Summary: pkispawn is unable to generate a CSR
Product: [Fedora] Fedora Reporter: Standa Laznicka <slaznick>
Component: freeipaAssignee: IPA Maintainers <ipa-maint>
Status: CLOSED UPSTREAM QA Contact: Fedora Extras Quality Assurance <extras-qa>
Severity: high Docs Contact:
Priority: unspecified    
Version: 26CC: abokovoy, alee, edewata, hkario, ipa-maint, jcholast, jhrozek, jpazdziora, kwright, mharmsen, pvoborni, rcritten, slaznick, ssorce, tdudlak, tmraz
Target Milestone: ---Keywords: DevelBlocker, Regression
Target Release: ---   
Hardware: Unspecified   
OS: Unspecified   
Whiteboard:
Fixed In Version: Doc Type: If docs needed, set a value
Doc Text:
Story Points: ---
Clone Of: Environment:
Last Closed: 2018-01-15 07:25:43 UTC Type: Bug
Regression: --- Mount Type: ---
Documentation: --- CRM:
Verified Versions: Category: ---
oVirt Team: --- RHEL 7.3 requirements from Atomic Host:
Cloudforms Team: --- Target Upstream Version:
Embargoed:
Attachments:
Description Flags
pki-ca-spawn log
none
freeIPA server install log
none
openssl strace
none
openssl ltrace none

Description Standa Laznicka 2017-12-12 08:38:49 UTC
Created attachment 1366462 [details]
pki-ca-spawn log

Description of problem:
When installing freeIPA in a container with external CA, the pkispawn command fails because it can't do `openssl rand -out somethingsomething`

Version-Release number of selected component (if applicable):
pki-base-10.5.1-1.fc27.noarch

How reproducible:
100%

Steps to Reproduce:
1. setsebool -P container_manage_cgroup 1 && setsebool -P domain_kernel_load_modules 1 && mkdir -p /opt/ipa-data-master && chcon -t svirt_sandbox_file_t /opt/ipa-data-master
2. domain=IPA.TEST; docker run -t --name freeipa-popelnice -h $HOSTNAME \
                         --tmpfs /run --tmpfs /tmp \
                         -v /dev/urandom:/dev/random:ro -v /opt/ipa-data-master:/data \
                         -v /sys/fs/cgroup:/sys/fs/cgroup:ro --cap-add=SYS_TIME \
                         -e DEBUG_TRACE=1 -e DEBUG_NO_EXIT=1 freeipa/freeipa-server:fedora-27 \
                        --hostname $HOSTNAME --domain $domain --realm ${domain^^} \
                        -p milan_je_buh123 -a milan_je_buh123 --setup-dns --auto-forwarders --no-reverse -U --external-ca

Actual results:
"""
...
Configuring certificate server (pki-tomcatd). Estimated time: 3 minutes
  [1/8]: configuring certificate server instance
ipaserver.install.dogtaginstance: CRITICAL Failed to configure CA instance: Command '/usr/sbin/pkispawn -s CA -f /tmp/tmpfk89bf3o' returned non-zero exit status 1.
"""


Expected results:
Certificate server gives us a CSR to sign.

Additional info:
The ipaserver-install.log also shows:
"""
Installation failed: Command '['openssl', 'rand', '-out', '/tmp/tmpJaE76a/noise.bin', '2048']' returned 
non-zero exit status 1
2017-12-12T07:42:53Z DEBUG stderr=unable to write 'random state'
"""
You'll find it enclosed.

Please note that `docker exec freeipa-popelnice openssl rand -out /tmp/something 2048` works fine.

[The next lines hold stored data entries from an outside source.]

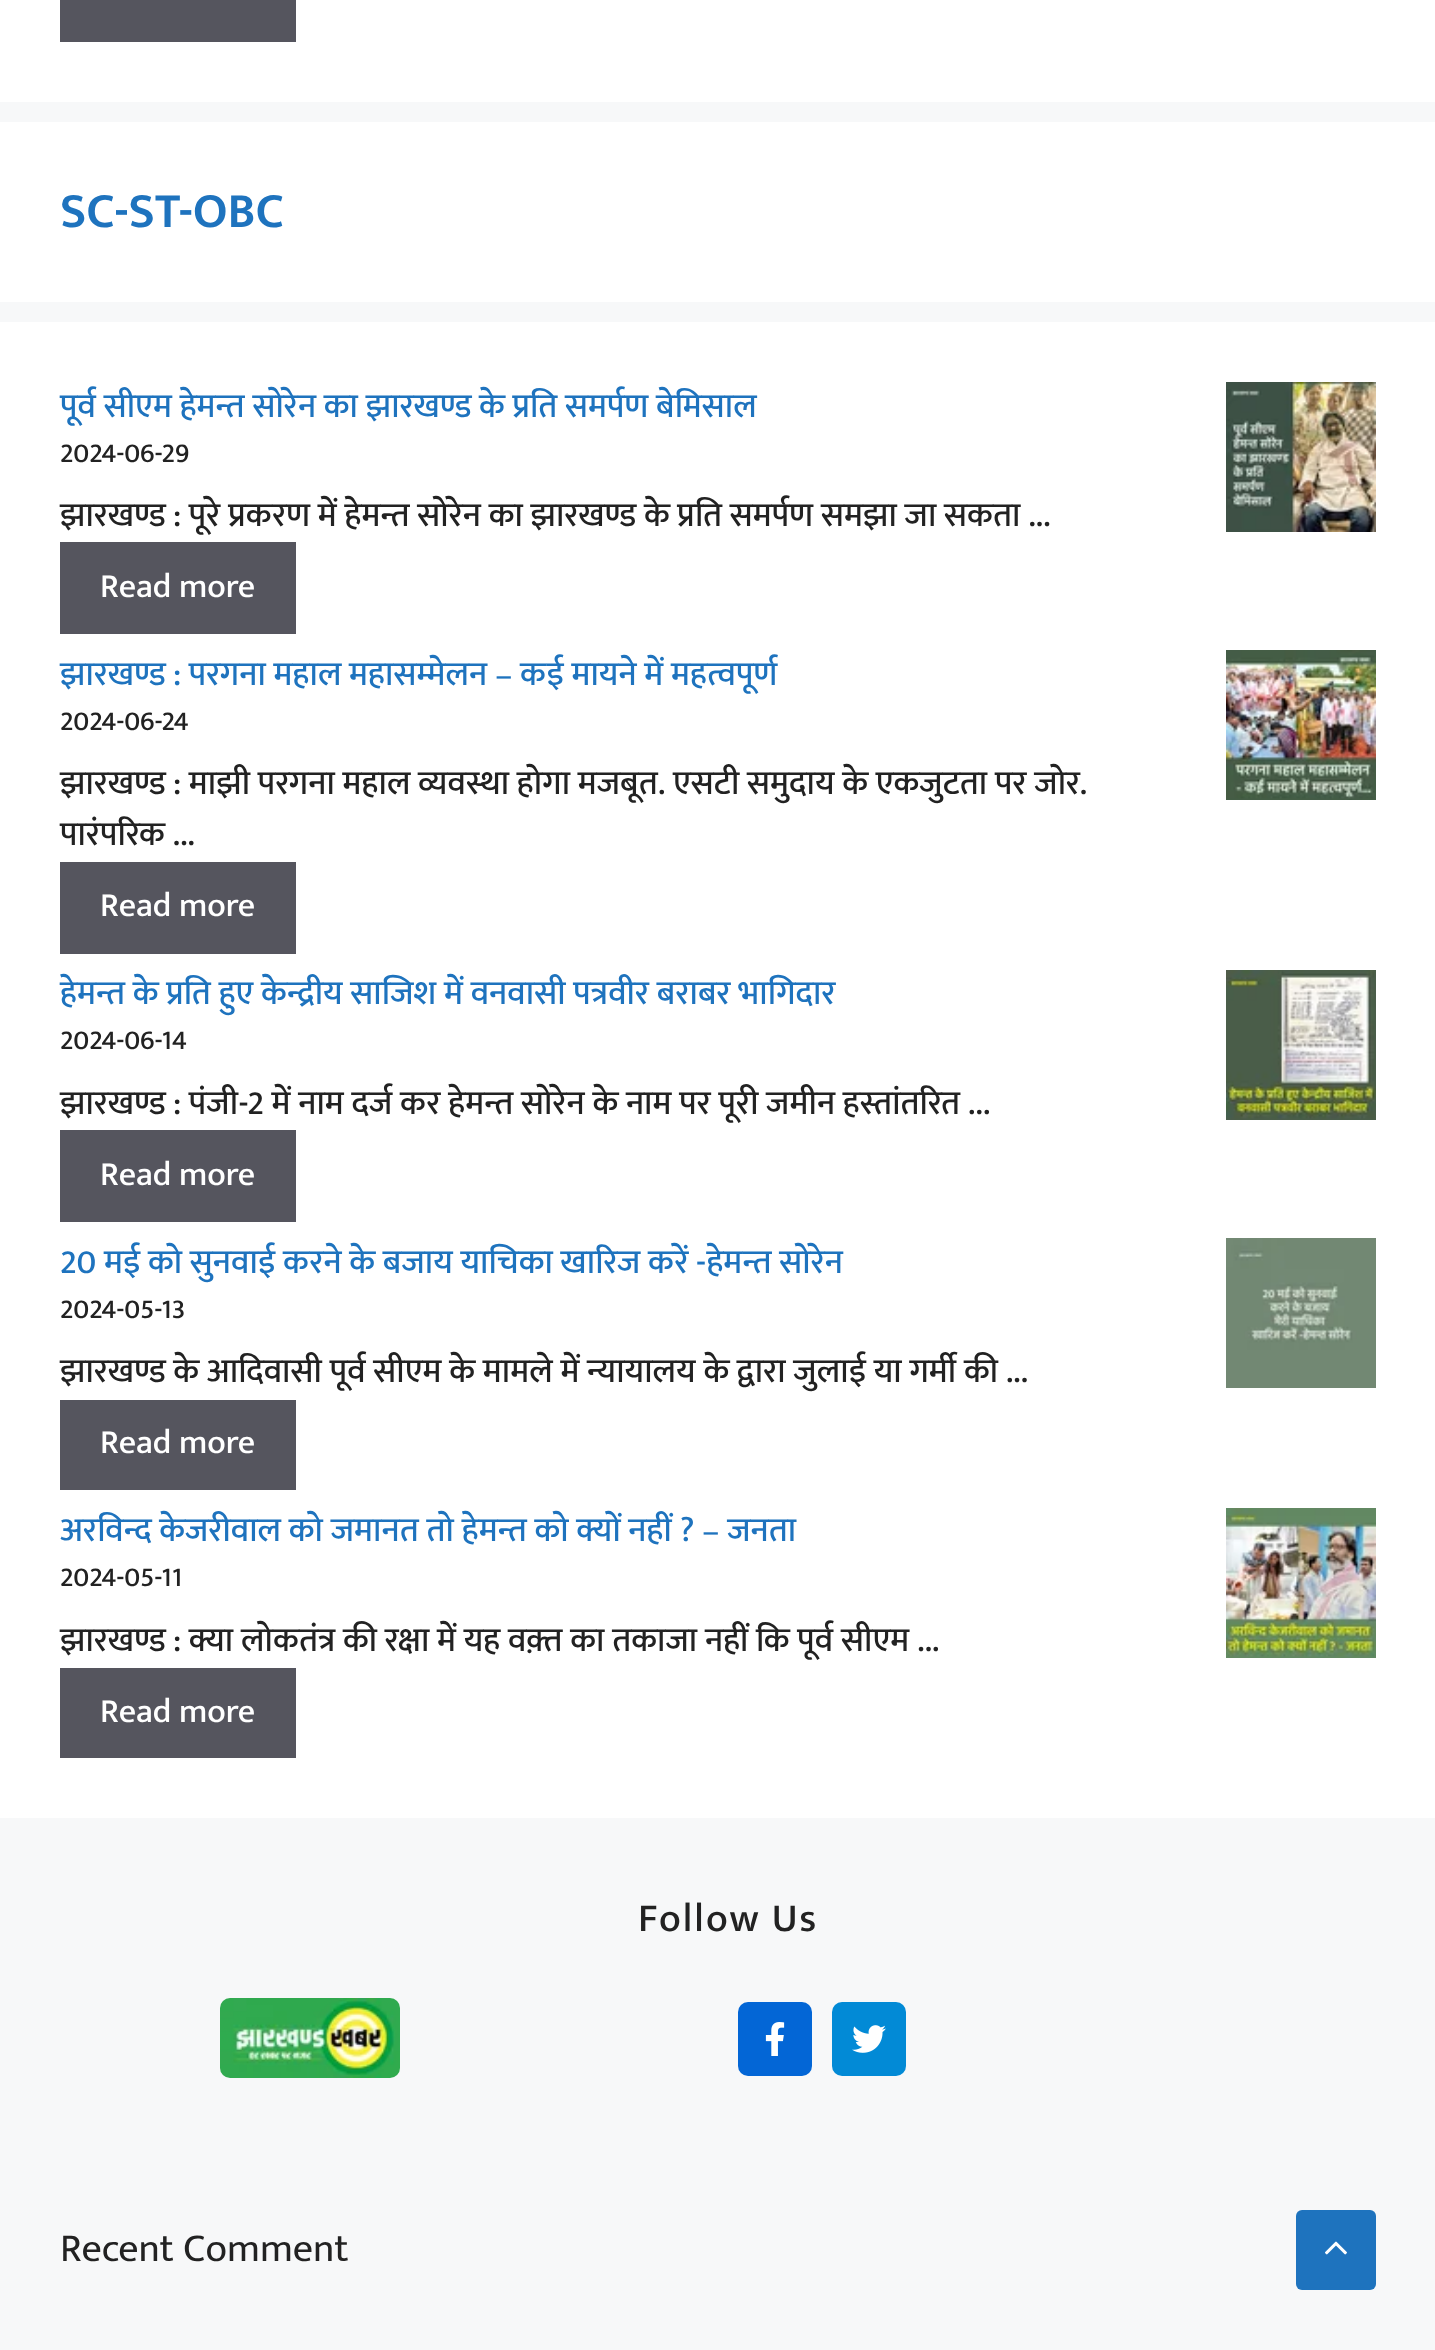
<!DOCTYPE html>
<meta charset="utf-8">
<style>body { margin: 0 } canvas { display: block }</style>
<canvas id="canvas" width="1435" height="2350"></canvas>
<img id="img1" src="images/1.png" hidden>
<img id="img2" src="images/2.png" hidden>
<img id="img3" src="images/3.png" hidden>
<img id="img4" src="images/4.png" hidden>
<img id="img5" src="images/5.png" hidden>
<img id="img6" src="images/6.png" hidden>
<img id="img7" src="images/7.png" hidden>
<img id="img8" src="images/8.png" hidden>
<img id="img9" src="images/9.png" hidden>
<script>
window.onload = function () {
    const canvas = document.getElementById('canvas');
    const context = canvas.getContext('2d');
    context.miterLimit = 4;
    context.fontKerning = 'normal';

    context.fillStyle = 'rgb(247, 248, 249)';
    context.fillRect(0, 0, 1435, 2350);
    context.fillStyle = 'rgb(255, 255, 255)';
    context.fillRect(0, 0, 1435, 102);
    context.fillStyle = 'rgb(85, 85, 94)';
    context.fillRect(60, 0, 236, 42);
    context.fillStyle = 'rgb(255, 255, 255)';
    context.fillRect(0, 122, 1435, 180);
    context.fillRect(0, 322, 1435, 1496);
    context.drawImage(document.getElementById('img1'), 1226, 382, 150, 150);
    context.fillStyle = 'rgb(85, 85, 94)';
    context.fillRect(60, 542, 236, 92);
    context.drawImage(document.getElementById('img2'), 1226, 650, 150, 150);
    context.fillRect(60, 862, 236, 92);
    context.drawImage(document.getElementById('img3'), 1226, 970, 150, 150);
    context.fillRect(60, 1130, 236, 92);
    context.drawImage(document.getElementById('img4'), 1226, 1238, 150, 150);
    context.fillRect(60, 1400, 236, 90);
    context.drawImage(document.getElementById('img5'), 1226, 1508, 150, 150);
    context.fillRect(60, 1668, 236, 90);
    context.drawImage(document.getElementById('img6'), 220, 1998, 180, 80);
    context.fillStyle = 'rgb(3, 102, 214)';
    context.beginPath();
    context.roundRect(738, 2002, 74, 74, 10);
    context.fill();
    context.drawImage(document.getElementById('img7'), 765, 2022, 20, 34);
    context.fillStyle = 'rgb(2, 138, 214)';
    context.beginPath();
    context.roundRect(832, 2002, 74, 74, 10);
    context.fill();
    context.drawImage(document.getElementById('img8'), 852, 2025, 34, 28);
    context.fillStyle = 'rgb(30, 115, 190)';
    context.beginPath();
    context.roundRect(1296, 2210, 80, 80, 6);
    context.fill();
    context.drawImage(document.getElementById('img9'), 1325, 2241, 22, 14);
    context.font = '600 50px Mukta';
    context.fillText('SC-ST-OBC', 60, 227);
    context.font = '500 34px Mukta';
    context.fillText('पूर्व सीएम हेमन्त सोरेन का झारखण्ड के प्रति समर्पण बेमिसाल', 60, 417);
    context.font = '500 27.5px Mukta';
    context.fillStyle = 'rgb(34, 34, 34)';
    context.fillText('2024-06-29', 60, 462);
    context.font = '500 34px Mukta';
    context.fillText('झारखण्ड : पूरे प्रकरण में हेमन्त सोरेन का झारखण्ड के प्रति समर्पण समझा जा सकता ...', 60, 526);
    context.fillStyle = 'rgb(255, 255, 255)';
    context.fillText('Read more', 100, 597);
    context.fillStyle = 'rgb(30, 115, 190)';
    context.fillText('झारखण्ड : परगना महाल महासम्मेलन – कई मायने में महत्वपूर्ण', 60, 685);
    context.font = '500 27.5px Mukta';
    context.fillStyle = 'rgb(34, 34, 34)';
    context.fillText('2024-06-24', 60, 730);
    context.font = '500 34px Mukta';
    context.fillText('झारखण्ड : माझी परगना महाल व्यवस्था होगा मजबूत. एसटी समुदाय के एकजुटता पर जोर.', 60, 794);
    context.fillText('पारंपरिक ...', 60, 845);
    context.fillStyle = 'rgb(255, 255, 255)';
    context.fillText('Read more', 100, 916);
    context.fillStyle = 'rgb(30, 115, 190)';
    context.fillText('हेमन्त के प्रति हुए केन्द्रीय साजिश में वनवासी पत्रवीर बराबर भागिदार', 60, 1004);
    context.font = '500 27.5px Mukta';
    context.fillStyle = 'rgb(34, 34, 34)';
    context.fillText('2024-06-14', 60, 1049);
    context.font = '500 34px Mukta';
    context.fillText('झारखण्ड : पंजी-2 में नाम दर्ज कर हेमन्त सोरेन के नाम पर पूरी जमीन हस्तांतरित ...', 60, 1114);
    context.fillStyle = 'rgb(255, 255, 255)';
    context.fillText('Read more', 100, 1185);
    context.fillStyle = 'rgb(30, 115, 190)';
    context.fillText('20 मई को सुनवाई करने के बजाय याचिका खारिज करें -हेमन्त सोरेन', 60, 1273);
    context.font = '500 27.5px Mukta';
    context.fillStyle = 'rgb(34, 34, 34)';
    context.fillText('2024-05-13', 60, 1318);
    context.font = '500 34px Mukta';
    context.fillText('झारखण्ड के आदिवासी पूर्व सीएम के मामले में न्यायालय के द्वारा जुलाई या गर्मी की ...', 60, 1382);
    context.fillStyle = 'rgb(255, 255, 255)';
    context.fillText('Read more', 100, 1453);
    context.fillStyle = 'rgb(30, 115, 190)';
    context.fillText('अरविन्द केजरीवाल को जमानत तो हेमन्त को क्यों नहीं ? – जनता', 60, 1541);
    context.font = '500 27.5px Mukta';
    context.fillStyle = 'rgb(34, 34, 34)';
    context.fillText('2024-05-11', 60, 1586);
    context.font = '500 34px Mukta';
    context.fillText('झारखण्ड : क्या लोकतंत्र की रक्षा में यह वक़्त का तकाजा नहीं कि पूर्व सीएम ...', 60, 1651);
    context.fillStyle = 'rgb(255, 255, 255)';
    context.fillText('Read more', 100, 1722);
    context.letterSpacing = '2px';
    context.font = '500 40px Mukta';
    context.fillStyle = 'rgb(34, 34, 34)';
    context.fillText('Follow Us', 638, 1931);
    context.letterSpacing = '0px';
    context.font = '40px Mukta';
    context.fillText('Recent Comment', 60, 2261);
};
</script>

Comment 1 Standa Laznicka 2017-12-12 08:42:32 UTC
Created attachment 1366463 [details]
freeIPA server install log

Comment 2 Standa Laznicka 2017-12-13 07:58:53 UTC
This can actually be observed in Fedora 26 container, too, and breaks a valid freeIPA use case.

Comment 4 Endi Sukma Dewata 2018-01-02 12:27:17 UTC
Are you able to run this operation manually?

$ openssl rand -out /tmp/noise.bin 2048

If that doesn't work, there might be something specific about your system related to OpenSSL. The command works fine on my system.

Comment 5 Standa Laznicka 2018-01-02 12:31:16 UTC
As the last line of the bug description says:

"""
Please note that `docker exec freeipa-popelnice openssl rand -out /tmp/something 2048` works fine.
"""

Comment 6 Endi Sukma Dewata 2018-01-02 12:54:08 UTC
Are you running openssl with the same user used to run pkispawn in IPA?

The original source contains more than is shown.